-------- Information provided
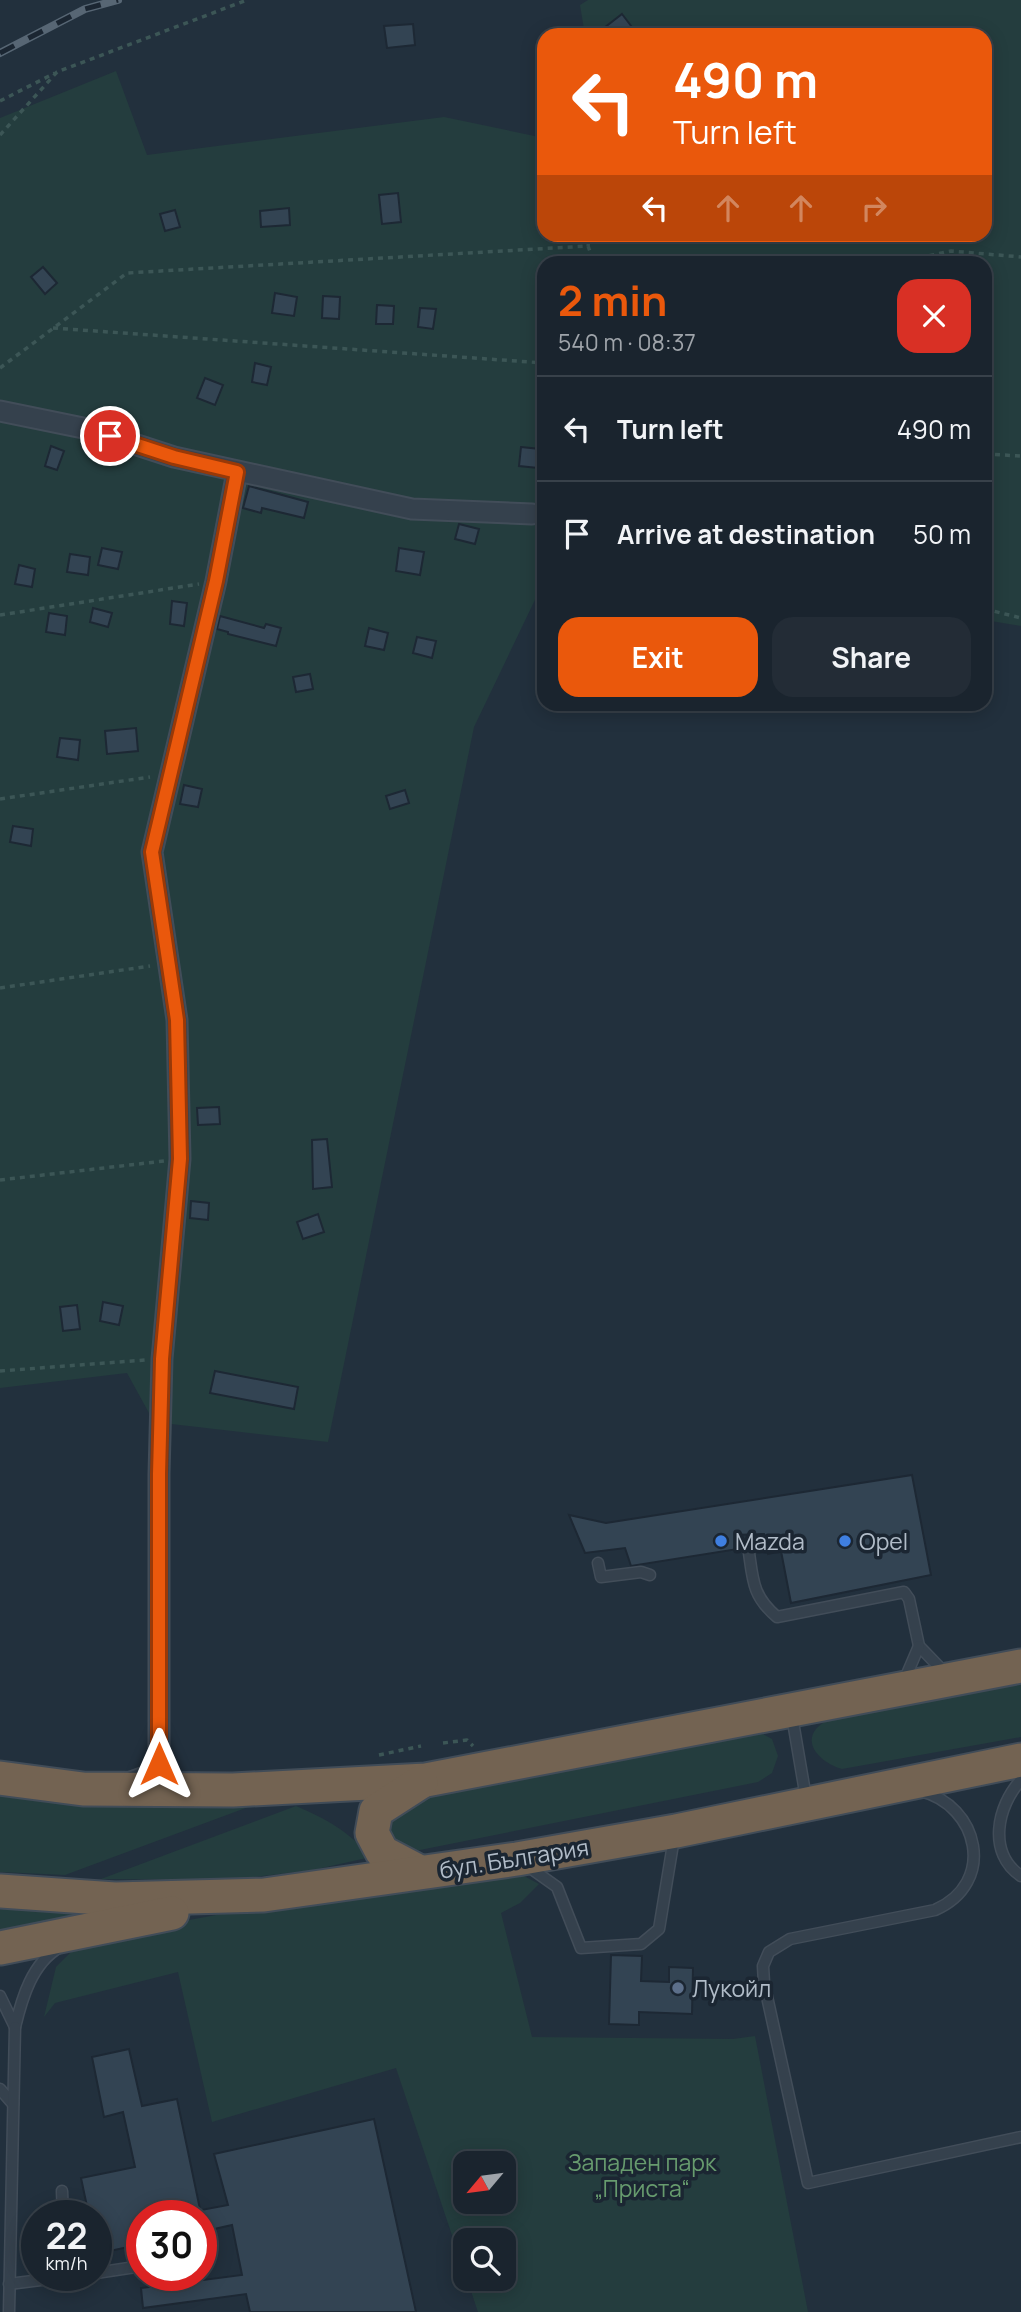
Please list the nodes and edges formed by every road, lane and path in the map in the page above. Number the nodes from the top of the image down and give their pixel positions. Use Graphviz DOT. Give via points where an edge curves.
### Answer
graph roads {
  1 [pos="247,0"];
  2 [pos="57,72"];
  3 [pos="0,101"];
  4 [pos="0,135"];
  5 [pos="589,242"];
  6 [pos="588,246"];
  7 [pos="592,256"];
  8 [pos="928,256"];
  9 [pos="1021,257"];
  10 [pos="50,328"];
  11 [pos="537,363"];
  12 [pos="0,368"];
  13 [pos="0,411"];
  14 [pos="992,454"];
  15 [pos="1021,456"];
  16 [pos="237,472"];
  17 [pos="532,513"];
  18 [pos="216,581"];
  19 [pos="992,611"];
  20 [pos="0,615"];
  21 [pos="1021,618"];
  22 [pos="171,774"];
  23 [pos="0,799"];
  24 [pos="169,964"];
  25 [pos="0,988"];
  26 [pos="180,1159"];
  27 [pos="0,1180"];
  28 [pos="162,1359"];
  29 [pos="0,1371"];
  30 [pos="748,1546"];
  31 [pos="598,1563"];
  32 [pos="650,1575"];
  33 [pos="919,1646"];
  34 [pos="1021,1666"];
  35 [pos="956,1679"];
  36 [pos="894,1691"];
  37 [pos="791,1710"];
  38 [pos="467,1740"];
  39 [pos="443,1743"];
  40 [pos="421,1746"];
  41 [pos="400,1750"];
  42 [pos="1021,1760"];
  43 [pos="159,1764"];
  44 [pos="0,1778"];
  45 [pos="426,1780"];
  46 [pos="1021,1780"];
  47 [pos="103,1789"];
  48 [pos="199,1790"];
  49 [pos="867,1792"];
  50 [pos="807,1805"];
  51 [pos="676,1831"];
  52 [pos="517,1859"];
  53 [pos="421,1872"];
  54 [pos="1021,1876"];
  55 [pos="0,1891"];
  56 [pos="264,1895"];
  57 [pos="99,1928"];
  58 [pos="0,1948"];
  59 [pos="0,1996"];
  60 [pos="15,2027"];
  61 [pos="0,2089"];
  62 [pos="12,2104"];
  63 [pos="1021,2137"];
  64 [pos="62,2191"];
  65 [pos="62,2200"];
  66 [pos="21,2282"];
  67 [pos="9,2284"];
  68 [pos="9,2312"];
  1 -- 2 [label="path"];
  2 -- 3 [label="path"];
  2 -- 4 [label="path"];
  5 -- 6 [label="path"];
  6 -- 7 [label="path"];
  6 -- 10 [label="path" via="127,273"];
  8 -- 9 [label="path" via="951,251"];
  10 -- 11 [label="path"];
  10 -- 12 [label="path"];
  13 -- 16 [label="street" via="88,429"];
  14 -- 15 [label="path"];
  16 -- 17 [label="street" via="412,509"];
  16 -- 18 [label="street"];
  18 -- 20 [label="path"];
  18 -- 22 [label="street"];
  19 -- 21 [label="path"];
  22 -- 23 [label="path"];
  22 -- 24 [label="street" via="152,852"];
  24 -- 25 [label="path"];
  24 -- 26 [label="street" via="177,1020"];
  26 -- 27 [label="path"];
  26 -- 28 [label="street"];
  28 -- 29 [label="path"];
  28 -- 43 [label="street"];
  30 -- 33 [label="lane" via="754,1590 777,1617 904,1591"];
  31 -- 32 [label="lane" via="601,1577"];
  33 -- 35 [label="lane"];
  33 -- 36 [label="lane" via="905,1679"];
  34 -- 35 [label="highway"];
  35 -- 36 [label="highway"];
  36 -- 37 [label="highway"];
  37 -- 45 [label="highway"];
  37 -- 50 [label="lane"];
  38 -- 39 [label="path"];
  40 -- 41 [label="path"];
  42 -- 49 [label="highway, бул. България"];
  43 -- 47 [label="street" via="139,1780"];
  43 -- 48 [label="street"];
  44 -- 47 [label="highway"];
  45 -- 48 [label="highway"];
  45 -- 53 [label="highway" via="387,1801 372,1821 375,1843 382,1852"];
  46 -- 54 [label="lane" via="1008,1796 998,1828 1005,1858"];
  47 -- 48 [label="highway"];
  49 -- 50 [label="highway, бул. България"];
  49 -- 63 [label="lane" via="922,1791 939,1797 970,1835 973,1873 953,1902 935,1910 790,1939 769,1952 763,1966 764,1983 808,2183"];
  50 -- 51 [label="highway, бул. България"];
  51 -- 52 [label="highway, бул. България"];
  51 -- 52 [label="lane" via="660,1928 641,1944 581,1948 557,1887"];
  52 -- 53 [label="highway, бул. България"];
  53 -- 56 [label="highway, бул. България"];
  55 -- 56 [label="highway, бул. България" via="115,1899"];
  56 -- 57 [label="highway"];
  57 -- 58 [label="highway"];
  57 -- 60 [label="lane" via="44,1961 27,1987"];
  59 -- 60 [label="lane"];
  60 -- 62 [label="lane"];
  61 -- 62 [label="lane"];
  62 -- 67 [label="lane"];
  64 -- 65 [label="lane"];
  66 -- 67 [label="lane"];
  67 -- 68 [label="lane"];
}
----------------
What needs to be done
Among the records above, find each line containing the string "България" and copy it.

Response
  42 -- 49 [label="highway, бул. България"];
  49 -- 50 [label="highway, бул. България"];
  50 -- 51 [label="highway, бул. България"];
  51 -- 52 [label="highway, бул. България"];
  52 -- 53 [label="highway, бул. България"];
  53 -- 56 [label="highway, бул. България"];
  55 -- 56 [label="highway, бул. България" via="115,1899"];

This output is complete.